Monday, January 19, 2009

Obama singing Woody Guthrie lines - WOW

In the 'Did you ever think you'd live to see the day' department:
The Obamas sang along to "This Land is Your Land," performed by Bruce Springsteen, Pete Seeger and a grandson of Seeger, as did the gigantic crowd that stretched from the Lincoln Memorial down to the Washington Monument.

They also sang with Beyonce as she performed "My Country 'Tis of Thee."

Jon Bon Jovi, Sheryl Crow, Josh Groban, John Mellencamp and Irish band U2 also performed. Speakers included Steve Carell, Queen Latifah, Denzel Washington and Tiger Woods.

Sarah Rohrer, 28, from Dayton, Ohio was one of the thousands in the crowd despite freezing temperatures on a gray, overcast January day. Rohrer came to Washington on business and stayed a few extra days to come to the concert because she wanted to join in the excitement.

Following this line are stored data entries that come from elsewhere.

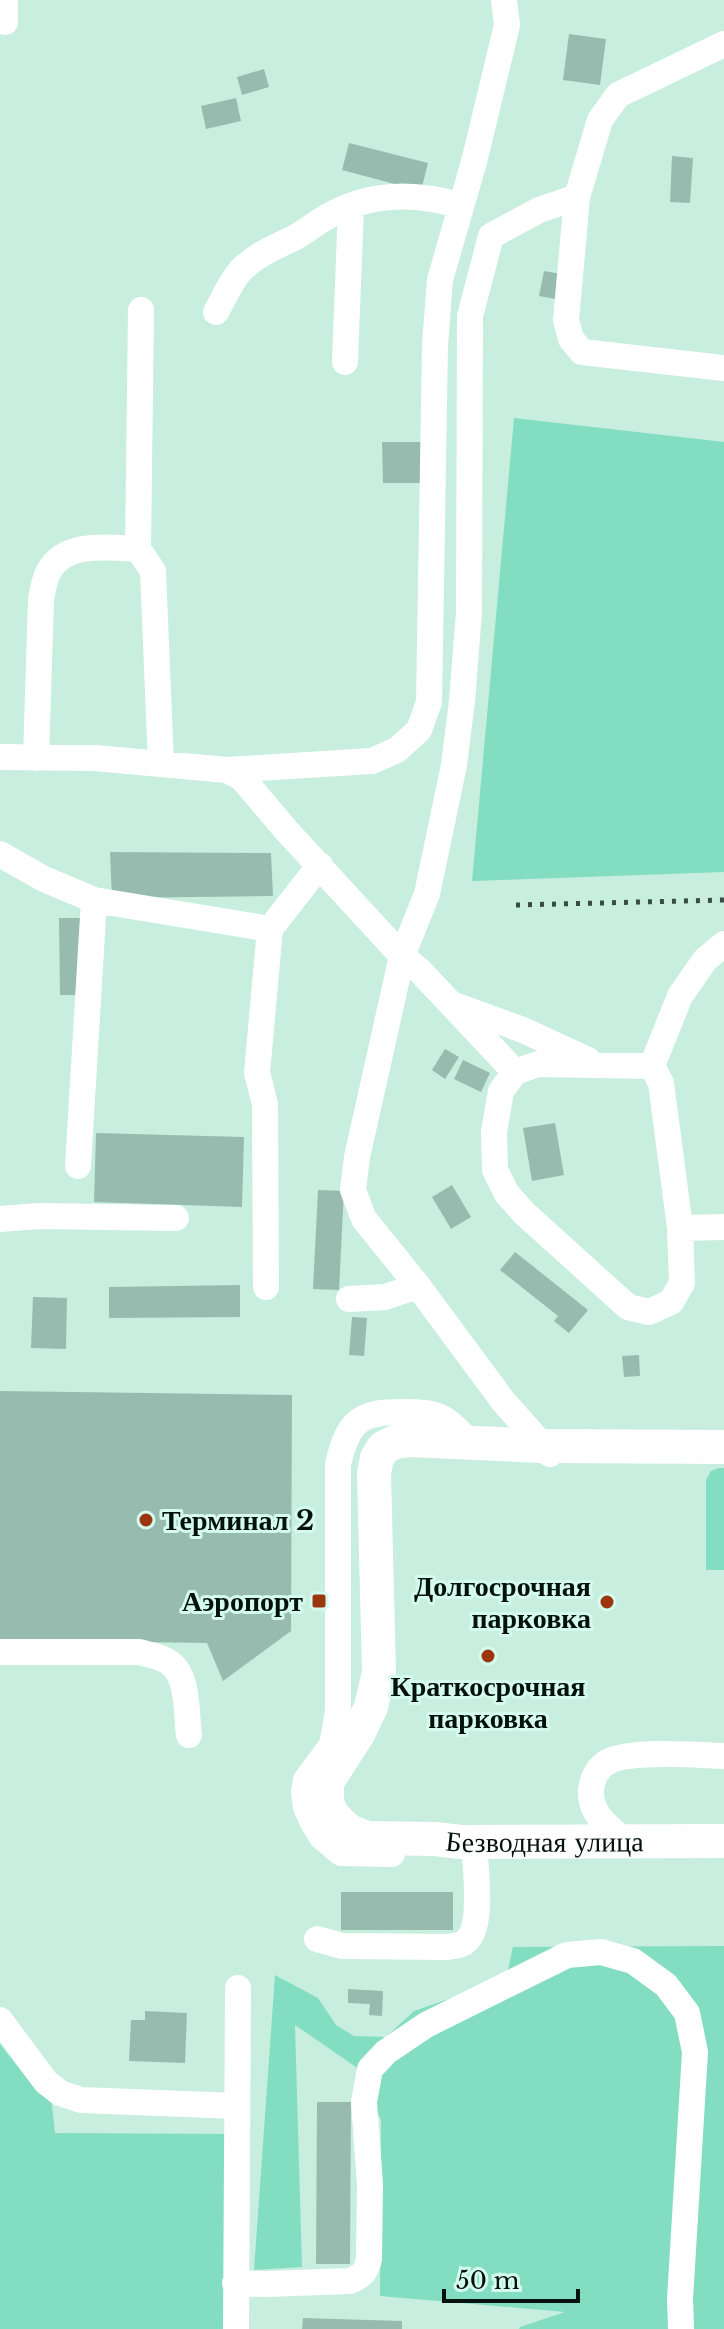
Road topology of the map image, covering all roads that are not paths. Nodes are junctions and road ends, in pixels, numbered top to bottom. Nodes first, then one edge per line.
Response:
1 (504, 0) edge
2 (724, 44) edge
3 (577, 197) junction
4 (351, 206) junction
5 (461, 206) junction
6 (141, 310) dead end
7 (216, 312) dead end
8 (345, 362) dead end
9 (724, 368) edge
10 (138, 549) junction
11 (0, 757) edge
12 (36, 758) junction
13 (161, 764) junction
14 (227, 770) junction
15 (0, 854) edge
16 (320, 865) junction
17 (94, 900) junction
18 (270, 929) junction
19 (724, 944) edge
20 (402, 956) junction
21 (451, 1004) junction
22 (597, 1064) junction
23 (652, 1066) junction
24 (515, 1072) junction
25 (78, 1166) dead end
26 (176, 1218) dead end
27 (0, 1219) edge
28 (724, 1227) edge
29 (680, 1228) junction
30 (418, 1286) junction
31 (266, 1287) dead end
32 (349, 1299) dead end
33 (503, 1401) junction
34 (476, 1442) junction
35 (541, 1446) junction
36 (724, 1447) edge
37 (724, 1462) edge
38 (0, 1652) edge
39 (189, 1735) dead end
40 (724, 1756) edge
41 (624, 1840) junction
42 (724, 1841) edge
43 (467, 1842) junction
44 (317, 1939) dead end
45 (238, 1988) dead end
46 (0, 2020) edge
47 (237, 2106) junction
48 (235, 2283) junction
49 (236, 2329) edge
50 (681, 2329) edge

1 - 5 lane
2 - 3 lane
3 - 9 lane
3 - 20 lane
4 - 5 lane
4 - 7 lane
4 - 8 lane
5 - 14 lane
6 - 10 lane
10 - 12 lane
10 - 13 lane
11 - 12 lane
12 - 13 lane
13 - 14 lane
14 - 16 lane
15 - 17 lane
16 - 18 lane
16 - 20 lane
17 - 18 lane
17 - 25 lane
18 - 31 lane
19 - 23 lane
20 - 21 lane
20 - 30 lane
21 - 22 lane
21 - 24 lane
22 - 23 lane
22 - 24 lane
23 - 29 lane
24 - 29 lane
26 - 27 lane
28 - 29 lane
30 - 32 lane
30 - 33 lane
33 - 34 lane
33 - 35 lane
34 - 35 main road
34 - 43 main road, Безводная улица
34 - 43 lane
35 - 36 main road
35 - 37 lane
38 - 39 lane
40 - 41 lane
41 - 42 main road, Безводная улица
41 - 43 main road, Безводная улица
43 - 44 lane
45 - 47 lane
46 - 47 lane
47 - 48 lane
48 - 49 lane
48 - 50 lane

"There's a new spirit in being involved in politics," she said.
A new spirit indeed. For people like me who grew up in the post-Nixon era, informed by such American TV shows as US of Archie, WKRP in Cincinnati, Taxi, All in the Family, the Mary Tyler Moore show, and other non-right-wing gems that preceded the Reagan era, this is truly a breakthrough in the collective consciousness of America.

When Billy Bragg visited Woodie Guthry's Oklahoma birthplace as research for his Mermaid Avenue project, he ran into no end of hostility toward the very hint of socialism (seen as a threat) at virtually every turn.

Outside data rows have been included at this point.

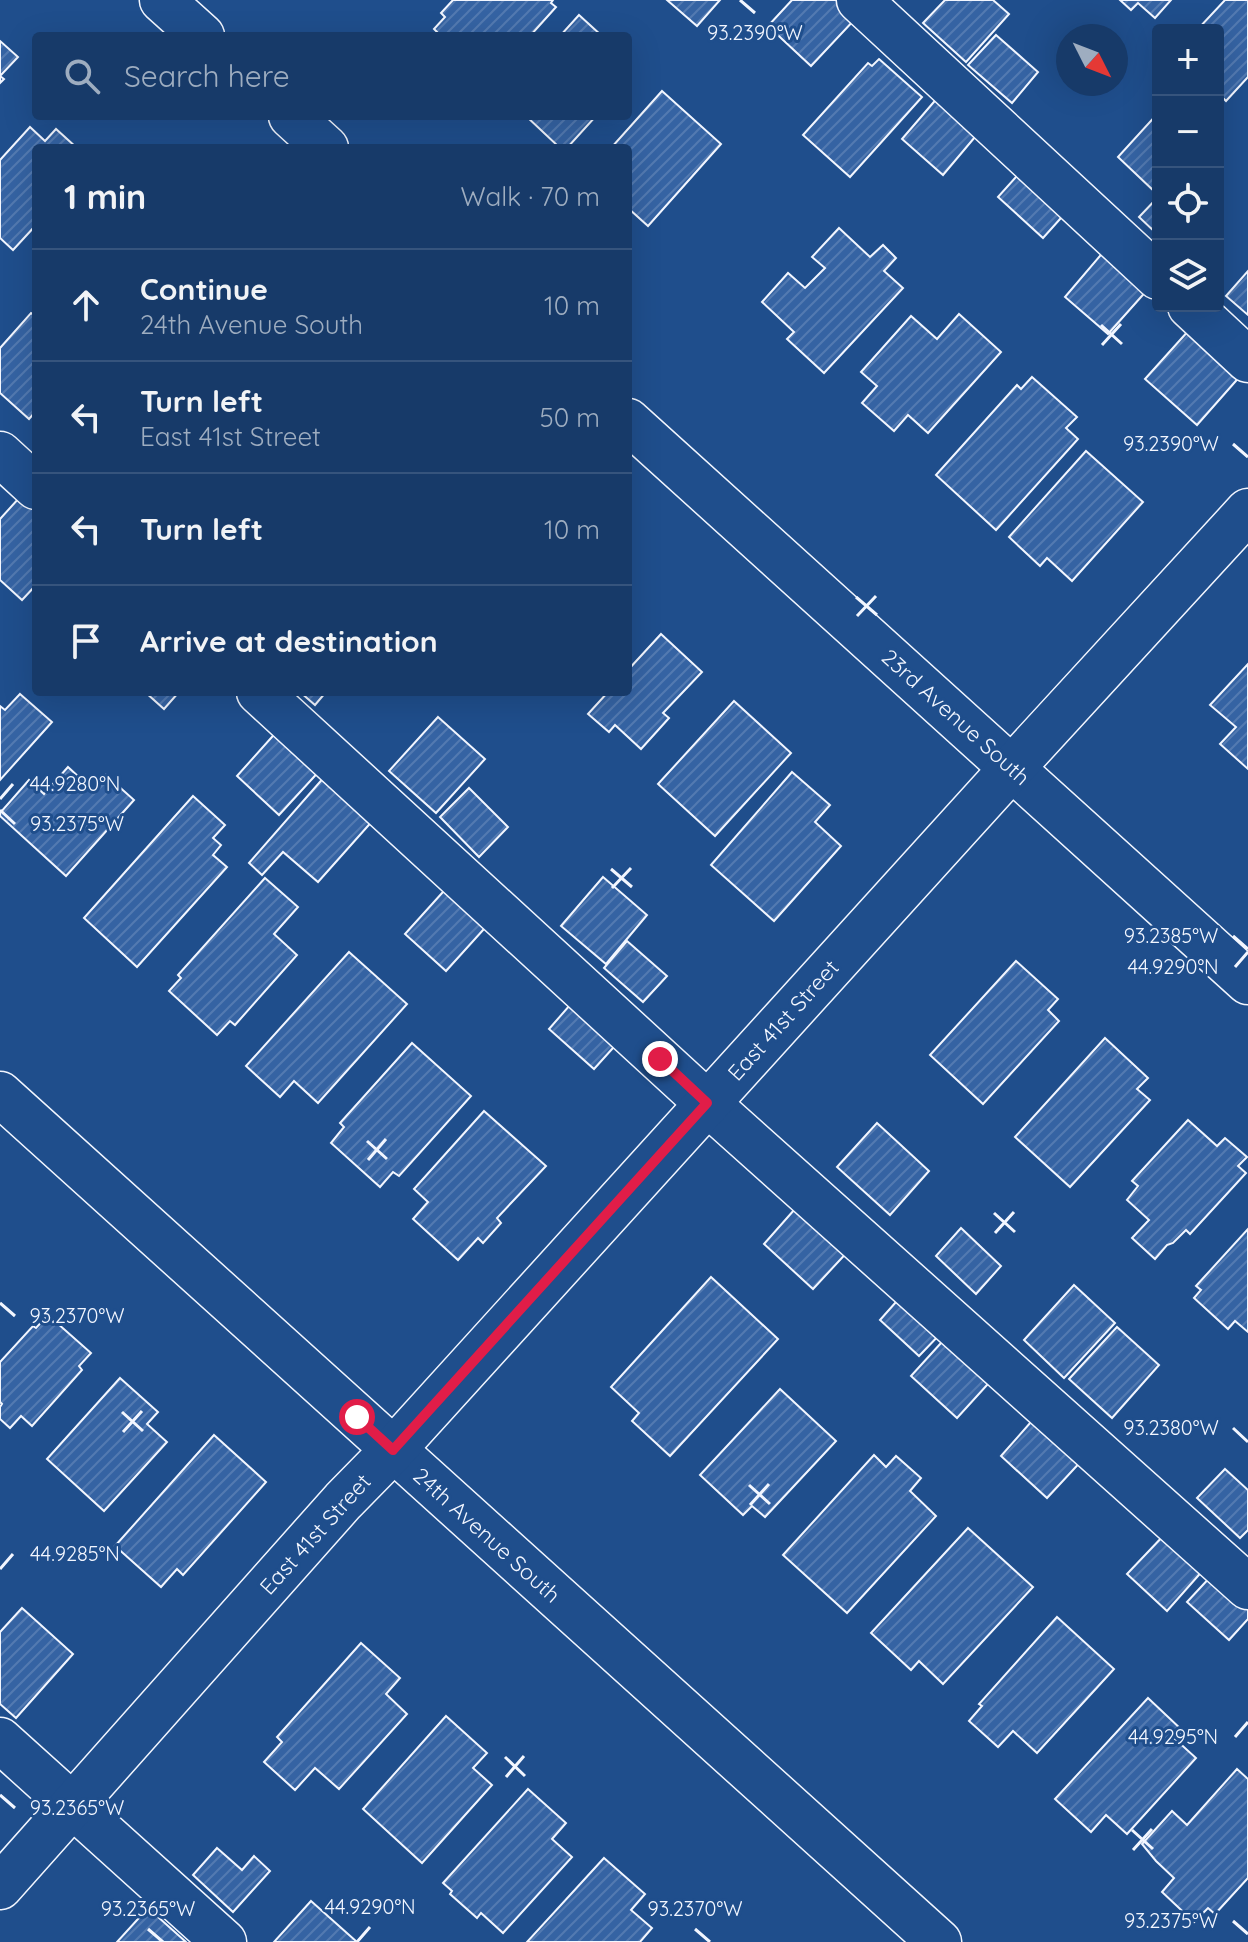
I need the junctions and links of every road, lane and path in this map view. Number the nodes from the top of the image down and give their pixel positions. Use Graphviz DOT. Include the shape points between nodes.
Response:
graph roads {
  1 [pos="162,0"];
  2 [pos="859,0"];
  3 [pos="198,32"];
  4 [pos="295,120"];
  5 [pos="322,144"];
  6 [pos="1152,271"];
  7 [pos="1196,312"];
  8 [pos="1248,360"];
  9 [pos="632,425"];
  10 [pos="0,454"];
  11 [pos="32,483"];
  12 [pos="1248,511"];
  13 [pos="263,696"];
  14 [pos="1012,768"];
  15 [pos="1248,982"];
  16 [pos="0,1094"];
  17 [pos="707,1103"];
  18 [pos="393,1450"];
  19 [pos="1248,1587"];
  20 [pos="0,1740"];
  21 [pos="72,1806"];
  22 [pos="0,1887"];
  23 [pos="224,1942"];
  24 [pos="939,1942"];
  1 -- 3 [label="street"];
  2 -- 6 [label="street"];
  4 -- 5 [label="street"];
  7 -- 8 [label="street"];
  9 -- 14 [label="street, 23rd Avenue South"];
  10 -- 11 [label="street"];
  12 -- 14 [label="street, East 41st Street"];
  13 -- 17 [label="street"];
  14 -- 15 [label="street, 23rd Avenue South"];
  14 -- 17 [label="street, East 41st Street"];
  16 -- 18 [label="street, 24th Avenue South"];
  17 -- 18 [label="street, East 41st Street"];
  17 -- 19 [label="street"];
  18 -- 21 [label="street, East 41st Street"];
  18 -- 24 [label="street, 24th Avenue South"];
  20 -- 21 [label="street"];
  21 -- 22 [label="street, East 41st Street"];
  21 -- 23 [label="street"];
}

Regarding that song the Obamas sang along with (from Wikipedia):
Guthrie was tired of the radio overplaying Irving Berlin's "God Bless America." He thought the song was unrealistic and complacent.[22] Partly inspired by his experiences during a cross-country trip and his distaste for God Bless America, he penned his most famous song, "This Land Is Your Land" in February 1940. It was titled "God Blessed America." The melody is based on the gospel song "Oh My Loving Brother", best known as "Little Darling, Pal of Mine", sung by the country group The Carter Family. Guthrie signed the manuscript with the comment "All you can write is what you see, Woody G., N.Y., N.Y., N.Y.".[23] He protested class inequality in the final verses:

"In the squares of the city, In the shadow of a steeple;
By the relief office, I'd seen my people.
As they stood there hungry, I stood there asking,
Is this land made for you and me?

As I went walking, I saw a sign there,
And on the sign there, It said "no trespassing." [In another version, the sign reads "Private Property"]
But on the other side, it didn't say nothing!
That side was made for you and me

Well I guess sometimes, things really do come full circle. It's nice to be here to bear witness to that.